### ACTION ITEM
Output every record exactly, and nothing more.

Collected data entries
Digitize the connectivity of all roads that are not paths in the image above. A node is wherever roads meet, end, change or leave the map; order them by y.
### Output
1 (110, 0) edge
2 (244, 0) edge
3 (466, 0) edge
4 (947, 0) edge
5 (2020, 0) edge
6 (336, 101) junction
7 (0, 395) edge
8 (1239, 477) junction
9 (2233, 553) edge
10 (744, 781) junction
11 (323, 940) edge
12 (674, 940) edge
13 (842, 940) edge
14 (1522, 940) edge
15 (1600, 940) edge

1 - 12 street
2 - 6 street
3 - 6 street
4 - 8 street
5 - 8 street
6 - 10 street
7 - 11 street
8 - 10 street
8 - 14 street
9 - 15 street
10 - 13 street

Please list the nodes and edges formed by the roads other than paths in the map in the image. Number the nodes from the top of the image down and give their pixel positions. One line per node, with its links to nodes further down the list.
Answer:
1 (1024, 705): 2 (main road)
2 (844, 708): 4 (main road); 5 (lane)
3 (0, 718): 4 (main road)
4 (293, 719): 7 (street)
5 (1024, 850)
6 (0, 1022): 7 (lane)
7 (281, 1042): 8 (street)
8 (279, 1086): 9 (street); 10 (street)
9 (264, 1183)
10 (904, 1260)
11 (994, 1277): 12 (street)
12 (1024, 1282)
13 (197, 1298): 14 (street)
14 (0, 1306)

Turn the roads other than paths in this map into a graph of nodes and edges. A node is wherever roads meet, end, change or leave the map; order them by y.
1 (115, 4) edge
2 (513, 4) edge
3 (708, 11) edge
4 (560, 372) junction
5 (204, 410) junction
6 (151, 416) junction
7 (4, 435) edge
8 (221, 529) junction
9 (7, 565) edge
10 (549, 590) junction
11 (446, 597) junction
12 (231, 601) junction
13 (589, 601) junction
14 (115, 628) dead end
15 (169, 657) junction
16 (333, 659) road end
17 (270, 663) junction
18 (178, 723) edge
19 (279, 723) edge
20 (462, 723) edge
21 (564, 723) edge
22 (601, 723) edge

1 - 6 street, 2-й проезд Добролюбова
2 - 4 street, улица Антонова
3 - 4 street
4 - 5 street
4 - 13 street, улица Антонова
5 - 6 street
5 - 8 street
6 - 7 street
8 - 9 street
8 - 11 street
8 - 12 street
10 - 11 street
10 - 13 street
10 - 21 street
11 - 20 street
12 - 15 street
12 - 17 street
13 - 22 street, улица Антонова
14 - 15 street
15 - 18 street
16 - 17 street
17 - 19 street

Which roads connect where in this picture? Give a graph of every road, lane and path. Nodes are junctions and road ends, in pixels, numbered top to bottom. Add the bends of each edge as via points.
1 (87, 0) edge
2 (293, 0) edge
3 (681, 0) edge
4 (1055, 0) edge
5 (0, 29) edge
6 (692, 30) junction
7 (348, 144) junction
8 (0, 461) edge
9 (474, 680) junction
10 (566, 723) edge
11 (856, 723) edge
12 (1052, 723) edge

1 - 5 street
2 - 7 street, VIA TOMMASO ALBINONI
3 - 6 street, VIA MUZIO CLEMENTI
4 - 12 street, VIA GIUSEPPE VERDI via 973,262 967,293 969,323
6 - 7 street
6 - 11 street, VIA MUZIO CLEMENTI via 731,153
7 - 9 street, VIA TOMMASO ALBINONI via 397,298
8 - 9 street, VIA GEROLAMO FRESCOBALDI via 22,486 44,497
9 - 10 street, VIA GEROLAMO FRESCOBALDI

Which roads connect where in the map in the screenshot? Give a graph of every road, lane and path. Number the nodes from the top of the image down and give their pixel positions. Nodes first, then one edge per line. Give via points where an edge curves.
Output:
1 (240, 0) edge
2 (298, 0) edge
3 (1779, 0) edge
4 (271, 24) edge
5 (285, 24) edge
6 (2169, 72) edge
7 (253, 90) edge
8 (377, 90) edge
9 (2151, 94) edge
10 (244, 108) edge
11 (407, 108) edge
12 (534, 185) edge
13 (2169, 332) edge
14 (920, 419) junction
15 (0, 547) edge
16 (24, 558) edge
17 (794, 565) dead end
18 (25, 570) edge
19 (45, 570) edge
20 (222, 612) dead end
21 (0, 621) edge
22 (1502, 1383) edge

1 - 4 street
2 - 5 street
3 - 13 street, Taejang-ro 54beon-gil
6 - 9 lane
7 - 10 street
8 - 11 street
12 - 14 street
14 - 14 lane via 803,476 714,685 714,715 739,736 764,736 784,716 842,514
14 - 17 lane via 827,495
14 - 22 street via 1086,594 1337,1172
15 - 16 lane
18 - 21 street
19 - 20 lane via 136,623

### RESPONSE FOR THIS EXERCISE
Digitize the connectivity of all roads that are not paths in the image above. A node is wherever roads meet, end, change or leave the map; order them by y.
### Output
1 (110, 0) edge
2 (244, 0) edge
3 (466, 0) edge
4 (947, 0) edge
5 (2020, 0) edge
6 (336, 101) junction
7 (0, 395) edge
8 (1239, 477) junction
9 (2233, 553) edge
10 (744, 781) junction
11 (323, 940) edge
12 (674, 940) edge
13 (842, 940) edge
14 (1522, 940) edge
15 (1600, 940) edge

1 - 12 street
2 - 6 street
3 - 6 street
4 - 8 street
5 - 8 street
6 - 10 street
7 - 11 street
8 - 10 street
8 - 14 street
9 - 15 street
10 - 13 street

Please list the nodes and edges formed by the roads other than paths in the map in the image. Number the nodes from the top of the image down and give their pixel positions. One line per node, with its links to nodes further down the list.
Answer:
1 (1024, 705): 2 (main road)
2 (844, 708): 4 (main road); 5 (lane)
3 (0, 718): 4 (main road)
4 (293, 719): 7 (street)
5 (1024, 850)
6 (0, 1022): 7 (lane)
7 (281, 1042): 8 (street)
8 (279, 1086): 9 (street); 10 (street)
9 (264, 1183)
10 (904, 1260)
11 (994, 1277): 12 (street)
12 (1024, 1282)
13 (197, 1298): 14 (street)
14 (0, 1306)

Turn the roads other than paths in this map into a graph of nodes and edges. A node is wherever roads meet, end, change or leave the map; order them by y.
1 (115, 4) edge
2 (513, 4) edge
3 (708, 11) edge
4 (560, 372) junction
5 (204, 410) junction
6 (151, 416) junction
7 (4, 435) edge
8 (221, 529) junction
9 (7, 565) edge
10 (549, 590) junction
11 (446, 597) junction
12 (231, 601) junction
13 (589, 601) junction
14 (115, 628) dead end
15 (169, 657) junction
16 (333, 659) road end
17 (270, 663) junction
18 (178, 723) edge
19 (279, 723) edge
20 (462, 723) edge
21 (564, 723) edge
22 (601, 723) edge

1 - 6 street, 2-й проезд Добролюбова
2 - 4 street, улица Антонова
3 - 4 street
4 - 5 street
4 - 13 street, улица Антонова
5 - 6 street
5 - 8 street
6 - 7 street
8 - 9 street
8 - 11 street
8 - 12 street
10 - 11 street
10 - 13 street
10 - 21 street
11 - 20 street
12 - 15 street
12 - 17 street
13 - 22 street, улица Антонова
14 - 15 street
15 - 18 street
16 - 17 street
17 - 19 street

Which roads connect where in this picture? Give a graph of every road, lane and path. Nodes are junctions and road ends, in pixels, numbered top to bottom. Add the bends of each edge as via points.
1 (87, 0) edge
2 (293, 0) edge
3 (681, 0) edge
4 (1055, 0) edge
5 (0, 29) edge
6 (692, 30) junction
7 (348, 144) junction
8 (0, 461) edge
9 (474, 680) junction
10 (566, 723) edge
11 (856, 723) edge
12 (1052, 723) edge

1 - 5 street
2 - 7 street, VIA TOMMASO ALBINONI
3 - 6 street, VIA MUZIO CLEMENTI
4 - 12 street, VIA GIUSEPPE VERDI via 973,262 967,293 969,323
6 - 7 street
6 - 11 street, VIA MUZIO CLEMENTI via 731,153
7 - 9 street, VIA TOMMASO ALBINONI via 397,298
8 - 9 street, VIA GEROLAMO FRESCOBALDI via 22,486 44,497
9 - 10 street, VIA GEROLAMO FRESCOBALDI

Which roads connect where in the map in the screenshot? Give a graph of every road, lane and path. Number the nodes from the top of the image down and give their pixel positions. Nodes first, then one edge per line. Give via points where an edge curves.
Output:
1 (240, 0) edge
2 (298, 0) edge
3 (1779, 0) edge
4 (271, 24) edge
5 (285, 24) edge
6 (2169, 72) edge
7 (253, 90) edge
8 (377, 90) edge
9 (2151, 94) edge
10 (244, 108) edge
11 (407, 108) edge
12 (534, 185) edge
13 (2169, 332) edge
14 (920, 419) junction
15 (0, 547) edge
16 (24, 558) edge
17 (794, 565) dead end
18 (25, 570) edge
19 (45, 570) edge
20 (222, 612) dead end
21 (0, 621) edge
22 (1502, 1383) edge

1 - 4 street
2 - 5 street
3 - 13 street, Taejang-ro 54beon-gil
6 - 9 lane
7 - 10 street
8 - 11 street
12 - 14 street
14 - 14 lane via 803,476 714,685 714,715 739,736 764,736 784,716 842,514
14 - 17 lane via 827,495
14 - 22 street via 1086,594 1337,1172
15 - 16 lane
18 - 21 street
19 - 20 lane via 136,623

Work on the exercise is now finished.